(PROBLEM REQUIREMENTS)
Look through the data and write out every line with the word "highway" in it.

(PROVIDED RECORDS)

===

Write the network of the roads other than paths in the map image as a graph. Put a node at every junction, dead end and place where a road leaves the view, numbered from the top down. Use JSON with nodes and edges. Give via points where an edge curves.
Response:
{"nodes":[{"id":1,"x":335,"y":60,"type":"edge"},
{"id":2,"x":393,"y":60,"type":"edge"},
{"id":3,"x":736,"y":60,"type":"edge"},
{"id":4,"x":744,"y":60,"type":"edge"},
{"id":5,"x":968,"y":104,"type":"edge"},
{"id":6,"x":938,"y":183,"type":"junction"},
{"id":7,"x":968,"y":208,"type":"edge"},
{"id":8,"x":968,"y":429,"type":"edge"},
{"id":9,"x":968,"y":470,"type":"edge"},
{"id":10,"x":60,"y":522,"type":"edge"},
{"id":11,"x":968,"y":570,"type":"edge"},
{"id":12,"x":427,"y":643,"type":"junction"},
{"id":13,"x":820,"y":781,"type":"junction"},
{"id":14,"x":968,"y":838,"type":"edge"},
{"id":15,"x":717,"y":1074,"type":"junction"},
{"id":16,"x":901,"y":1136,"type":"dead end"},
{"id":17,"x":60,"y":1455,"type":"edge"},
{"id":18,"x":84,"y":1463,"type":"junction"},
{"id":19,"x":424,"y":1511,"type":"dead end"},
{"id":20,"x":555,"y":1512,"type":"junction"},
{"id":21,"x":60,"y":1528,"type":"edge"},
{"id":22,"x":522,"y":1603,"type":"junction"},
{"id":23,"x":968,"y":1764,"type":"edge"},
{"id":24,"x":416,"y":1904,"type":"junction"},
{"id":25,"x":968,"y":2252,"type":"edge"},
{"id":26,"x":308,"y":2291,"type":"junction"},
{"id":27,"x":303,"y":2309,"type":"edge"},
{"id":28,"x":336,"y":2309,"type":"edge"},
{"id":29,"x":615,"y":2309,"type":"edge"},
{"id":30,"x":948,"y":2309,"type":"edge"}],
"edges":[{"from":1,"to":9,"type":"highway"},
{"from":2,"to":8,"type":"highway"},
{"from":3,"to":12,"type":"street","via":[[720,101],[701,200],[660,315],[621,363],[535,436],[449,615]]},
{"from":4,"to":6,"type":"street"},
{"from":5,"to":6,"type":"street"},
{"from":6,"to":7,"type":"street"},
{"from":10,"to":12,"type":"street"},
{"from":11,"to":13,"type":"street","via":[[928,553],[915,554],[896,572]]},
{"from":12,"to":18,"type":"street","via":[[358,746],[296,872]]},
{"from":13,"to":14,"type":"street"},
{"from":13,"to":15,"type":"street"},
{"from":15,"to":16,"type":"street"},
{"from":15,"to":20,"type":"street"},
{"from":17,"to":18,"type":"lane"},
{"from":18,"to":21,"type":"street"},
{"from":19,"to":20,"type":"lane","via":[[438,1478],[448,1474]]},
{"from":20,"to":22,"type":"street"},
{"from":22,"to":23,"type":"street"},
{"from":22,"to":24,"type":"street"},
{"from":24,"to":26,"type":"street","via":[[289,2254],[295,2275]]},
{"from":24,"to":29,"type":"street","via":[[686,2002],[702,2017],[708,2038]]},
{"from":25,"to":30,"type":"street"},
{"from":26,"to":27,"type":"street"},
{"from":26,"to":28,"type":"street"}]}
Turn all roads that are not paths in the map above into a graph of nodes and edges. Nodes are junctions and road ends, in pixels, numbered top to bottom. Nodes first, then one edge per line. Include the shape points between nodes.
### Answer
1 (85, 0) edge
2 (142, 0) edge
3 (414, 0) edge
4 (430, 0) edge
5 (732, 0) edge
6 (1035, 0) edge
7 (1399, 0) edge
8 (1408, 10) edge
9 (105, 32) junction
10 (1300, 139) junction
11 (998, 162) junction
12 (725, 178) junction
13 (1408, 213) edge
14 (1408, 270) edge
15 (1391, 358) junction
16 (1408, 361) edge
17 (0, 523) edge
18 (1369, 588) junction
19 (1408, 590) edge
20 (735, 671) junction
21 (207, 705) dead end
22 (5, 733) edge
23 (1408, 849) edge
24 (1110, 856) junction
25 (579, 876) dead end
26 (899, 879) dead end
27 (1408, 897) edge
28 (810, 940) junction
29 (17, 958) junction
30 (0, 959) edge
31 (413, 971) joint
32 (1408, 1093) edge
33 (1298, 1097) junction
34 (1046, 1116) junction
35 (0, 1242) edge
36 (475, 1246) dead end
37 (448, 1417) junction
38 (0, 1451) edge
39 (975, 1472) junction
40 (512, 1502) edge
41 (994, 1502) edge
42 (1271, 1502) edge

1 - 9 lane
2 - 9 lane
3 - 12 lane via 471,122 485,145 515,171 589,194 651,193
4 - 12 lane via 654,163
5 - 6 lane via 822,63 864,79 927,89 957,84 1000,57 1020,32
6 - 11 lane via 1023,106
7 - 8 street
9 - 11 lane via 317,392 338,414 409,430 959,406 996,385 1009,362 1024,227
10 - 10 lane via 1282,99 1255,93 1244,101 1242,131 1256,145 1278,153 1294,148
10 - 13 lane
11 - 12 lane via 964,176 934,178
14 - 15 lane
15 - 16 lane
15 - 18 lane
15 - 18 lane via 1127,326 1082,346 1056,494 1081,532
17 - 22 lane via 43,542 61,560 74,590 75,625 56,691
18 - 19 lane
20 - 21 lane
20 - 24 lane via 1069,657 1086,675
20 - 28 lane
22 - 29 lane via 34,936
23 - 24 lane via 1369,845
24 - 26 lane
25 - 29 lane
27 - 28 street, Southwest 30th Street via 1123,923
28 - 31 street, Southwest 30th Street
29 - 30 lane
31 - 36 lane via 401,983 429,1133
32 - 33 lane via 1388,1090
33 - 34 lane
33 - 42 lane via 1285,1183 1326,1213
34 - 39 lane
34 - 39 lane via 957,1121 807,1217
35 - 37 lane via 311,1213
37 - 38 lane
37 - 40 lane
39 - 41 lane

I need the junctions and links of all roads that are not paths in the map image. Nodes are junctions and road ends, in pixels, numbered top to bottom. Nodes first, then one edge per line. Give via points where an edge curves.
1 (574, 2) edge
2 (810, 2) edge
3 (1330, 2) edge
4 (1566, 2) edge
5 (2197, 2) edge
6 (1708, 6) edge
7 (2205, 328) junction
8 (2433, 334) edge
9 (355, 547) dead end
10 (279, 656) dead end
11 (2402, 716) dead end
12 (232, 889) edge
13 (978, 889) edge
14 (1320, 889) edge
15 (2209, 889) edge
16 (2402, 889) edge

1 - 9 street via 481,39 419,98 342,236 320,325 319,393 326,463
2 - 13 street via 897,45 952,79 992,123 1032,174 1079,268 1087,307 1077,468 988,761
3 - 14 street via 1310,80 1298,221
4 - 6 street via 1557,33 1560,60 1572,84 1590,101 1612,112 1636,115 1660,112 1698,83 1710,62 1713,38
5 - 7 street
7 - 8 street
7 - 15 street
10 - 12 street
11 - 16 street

===

(WRITTEN RESPONSE)
"edges":[{"from":1,"to":9,"type":"highway"},
{"from":2,"to":8,"type":"highway"},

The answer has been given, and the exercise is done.